In the first sentence of this kind of confession of a would-be murderer, Grégoire identifies his target, Germaine, who he has decided to kill on December 29. Whether he succeeds with his plan and how he prepares himself for it, will have to be discovered by the reader. Grégoire's aim is, above all, to achieve notoriety and media fame that will bring him up to par with or even outshine his hero, Angoualima. *)

In a constant flow of internal chatter, interrupted only rarely by dialog, Grégoire ruminates about this rotten life, the poverty and squalor of his shanty-town district, the polluted river "Seine" that divides his city, the incompetence of the police and the justice system... Himself one of the "picked-up children" (orphans) that were abundant in the streets of his district, he had no ties to anybody; his home are the streets. From early on in his life, he is proud of his criminal tendencies whether he agrees with the concept of the "born criminal" or not. The only special, even emotional relationship he feels is with his now departed, mystical superhero. Regularly he visits the cemetery, seeking advice and blessings.

Mabanckou's language and style matches the meanderings of a young man without much education and no ambition except for this one: to outshine his idol. Grégoire uses nicknames for every locality, whether his own district "He-Who-Drinks-the-Water-Is-An-Idiot", the local pubs or the different streets in the red-light district. Seen together these descriptions build a portrait of a depressing, violent and hopeless place. The author's satire, however, goes deep, his language and descriptions are very expressive, blunt and often vulgar. At the same time, he maintains a sense of humour making some of the more gruesome scenes palatable and absurdly hilarious. Nonetheless, for me the story suffered from lengthy description and repetition of the sordid side of Grégoire's life and lack of variety and depth of character development. African Psycho was published 2003, translated as the first of the author's novels in 2007. Alain Mabanckou, a lawyer by training, has been publishing fiction since 1998; he has been teaching Francophone Literature in the United States at different universities since 2002.

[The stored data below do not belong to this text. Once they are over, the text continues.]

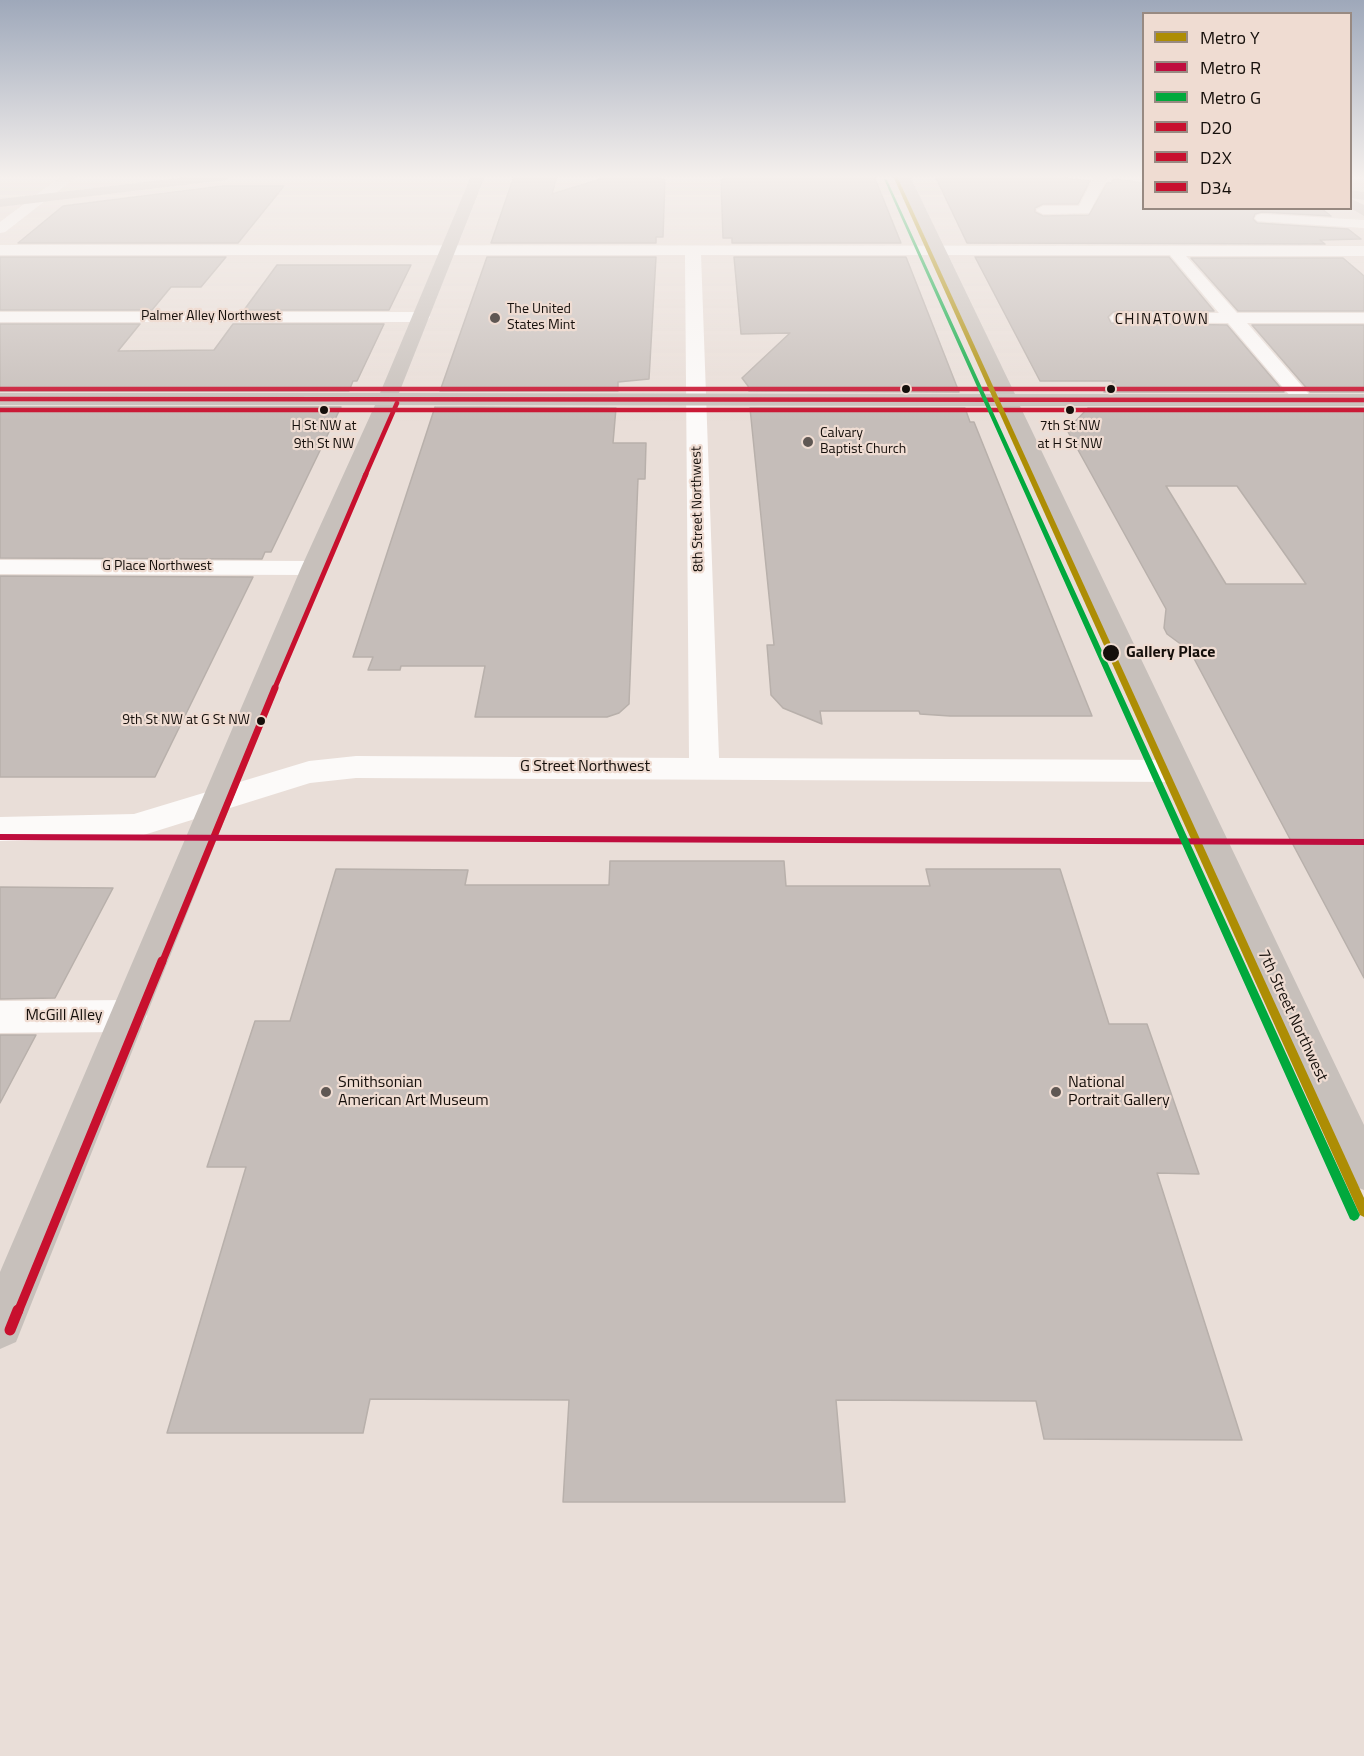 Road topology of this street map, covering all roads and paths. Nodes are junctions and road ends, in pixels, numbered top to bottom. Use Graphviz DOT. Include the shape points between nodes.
graph roads {
  1 [pos="445,258"];
  2 [pos="693,258"];
  3 [pos="943,258"];
  4 [pos="1180,258"];
  5 [pos="0,317"];
  6 [pos="421,317"];
  7 [pos="1119,318"];
  8 [pos="1233,318"];
  9 [pos="1364,318"];
  10 [pos="0,399"];
  11 [pos="387,399"];
  12 [pos="695,399"];
  13 [pos="1008,400"];
  14 [pos="1304,400"];
  15 [pos="1364,400"];
  16 [pos="0,567"];
  17 [pos="314,568"];
  18 [pos="704,768"];
  19 [pos="1179,771"];
  20 [pos="217,801"];
  21 [pos="0,829"];
  22 [pos="129,1016"];
  23 [pos="0,1017"];
  24 [pos="1364,1170"];
  25 [pos="0,1326"];
  1 -- 6 [label="main road"];
  2 -- 12 [label="street, 8th Street Northwest"];
  3 -- 13 [label="main road, 7th Street Northwest"];
  4 -- 8 [label="street"];
  5 -- 6 [label="street, Palmer Alley Northwest"];
  6 -- 11 [label="main road"];
  7 -- 8 [label="street"];
  8 -- 9 [label="street"];
  8 -- 14 [label="street"];
  10 -- 11 [label="main road"];
  11 -- 12 [label="main road"];
  11 -- 17 [label="main road"];
  12 -- 13 [label="main road"];
  12 -- 18 [label="street, 8th Street Northwest"];
  13 -- 14 [label="main road"];
  13 -- 19 [label="main road, 7th Street Northwest"];
  14 -- 15 [label="main road"];
  16 -- 17 [label="street, G Place Northwest"];
  17 -- 20 [label="main road"];
  18 -- 19 [label="street, G Street Northwest"];
  18 -- 20 [label="street, G Street Northwest" via="348,767 309,772"];
  19 -- 24 [label="main road, 7th Street Northwest"];
  20 -- 21 [label="street, G Street Northwest" via="134,826"];
  20 -- 22 [label="main road"];
  22 -- 23 [label="street, McGill Alley"];
  22 -- 25 [label="main road"];
}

*) Since posting this review I have had the opportunity to neet and talk to the author. An important aspect that adds to the review is based on this discussion. Angoualima, the hero Grégoire aims to follow, was a real person and acted as reflected in the novel. Any Congolese reader would have known this. Young people were afraid of this man, who himself attempted to create an African version of what he perceived Europe and the West represented. [Friederike Knabe]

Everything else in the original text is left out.